▶ [Data provided]

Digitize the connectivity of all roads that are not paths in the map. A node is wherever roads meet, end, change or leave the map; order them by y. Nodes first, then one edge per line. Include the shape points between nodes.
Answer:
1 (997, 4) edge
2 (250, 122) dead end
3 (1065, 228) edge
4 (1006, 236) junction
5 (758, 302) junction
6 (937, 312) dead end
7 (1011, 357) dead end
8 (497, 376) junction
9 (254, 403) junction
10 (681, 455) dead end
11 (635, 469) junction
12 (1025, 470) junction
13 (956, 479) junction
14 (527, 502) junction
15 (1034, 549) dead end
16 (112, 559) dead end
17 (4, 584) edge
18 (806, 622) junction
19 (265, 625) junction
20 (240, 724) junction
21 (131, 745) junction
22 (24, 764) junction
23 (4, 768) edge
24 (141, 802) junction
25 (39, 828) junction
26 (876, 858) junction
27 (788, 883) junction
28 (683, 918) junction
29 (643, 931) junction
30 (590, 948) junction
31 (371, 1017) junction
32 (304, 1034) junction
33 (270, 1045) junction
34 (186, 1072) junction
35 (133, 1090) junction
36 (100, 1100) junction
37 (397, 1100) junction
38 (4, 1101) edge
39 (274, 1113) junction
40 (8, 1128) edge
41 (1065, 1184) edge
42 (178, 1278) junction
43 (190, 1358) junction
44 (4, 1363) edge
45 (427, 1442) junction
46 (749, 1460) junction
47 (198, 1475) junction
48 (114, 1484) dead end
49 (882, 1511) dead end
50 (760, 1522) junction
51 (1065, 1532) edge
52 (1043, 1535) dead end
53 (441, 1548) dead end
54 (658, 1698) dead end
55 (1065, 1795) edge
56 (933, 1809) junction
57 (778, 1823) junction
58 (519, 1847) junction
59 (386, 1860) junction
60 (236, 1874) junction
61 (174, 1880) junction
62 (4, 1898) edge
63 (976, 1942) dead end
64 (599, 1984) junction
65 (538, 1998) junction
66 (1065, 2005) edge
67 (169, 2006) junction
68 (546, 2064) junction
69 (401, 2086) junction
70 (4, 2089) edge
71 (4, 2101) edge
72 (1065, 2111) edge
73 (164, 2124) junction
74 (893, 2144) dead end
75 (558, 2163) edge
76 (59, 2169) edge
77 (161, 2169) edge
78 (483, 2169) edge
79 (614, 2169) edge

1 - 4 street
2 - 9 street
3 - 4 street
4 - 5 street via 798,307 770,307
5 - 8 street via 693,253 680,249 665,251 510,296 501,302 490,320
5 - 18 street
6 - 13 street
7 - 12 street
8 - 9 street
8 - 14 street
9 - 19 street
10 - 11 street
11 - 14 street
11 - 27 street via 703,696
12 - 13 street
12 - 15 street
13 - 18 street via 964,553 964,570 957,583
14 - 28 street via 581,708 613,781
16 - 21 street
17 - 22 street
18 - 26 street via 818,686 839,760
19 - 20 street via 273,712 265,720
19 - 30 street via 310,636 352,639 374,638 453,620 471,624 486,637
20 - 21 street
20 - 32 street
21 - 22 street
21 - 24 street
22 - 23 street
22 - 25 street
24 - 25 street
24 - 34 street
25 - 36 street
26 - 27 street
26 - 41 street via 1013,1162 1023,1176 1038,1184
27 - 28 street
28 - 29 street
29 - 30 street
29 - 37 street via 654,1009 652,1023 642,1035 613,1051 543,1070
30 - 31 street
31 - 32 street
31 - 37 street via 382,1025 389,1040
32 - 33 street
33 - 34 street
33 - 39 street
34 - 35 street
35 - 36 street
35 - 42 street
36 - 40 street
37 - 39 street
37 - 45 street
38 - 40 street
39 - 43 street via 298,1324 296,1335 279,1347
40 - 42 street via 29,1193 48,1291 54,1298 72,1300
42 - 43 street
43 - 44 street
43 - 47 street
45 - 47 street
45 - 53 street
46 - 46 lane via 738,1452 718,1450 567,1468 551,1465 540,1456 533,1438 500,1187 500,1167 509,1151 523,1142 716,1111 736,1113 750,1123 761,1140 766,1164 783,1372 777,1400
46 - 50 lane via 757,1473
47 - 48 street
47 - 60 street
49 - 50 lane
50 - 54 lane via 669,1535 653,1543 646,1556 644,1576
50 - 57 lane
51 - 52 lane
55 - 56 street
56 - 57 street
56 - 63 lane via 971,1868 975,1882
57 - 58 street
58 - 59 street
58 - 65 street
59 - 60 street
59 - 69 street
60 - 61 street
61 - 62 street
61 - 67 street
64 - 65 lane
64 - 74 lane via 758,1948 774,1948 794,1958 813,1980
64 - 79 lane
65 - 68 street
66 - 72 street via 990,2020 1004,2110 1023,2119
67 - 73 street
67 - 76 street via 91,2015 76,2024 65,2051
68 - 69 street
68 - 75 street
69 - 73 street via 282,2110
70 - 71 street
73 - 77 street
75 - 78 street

▶ [Task goal]
Read each line of the data and count the ones that include "lane", answering with the number alone.

▶ [Response below]
10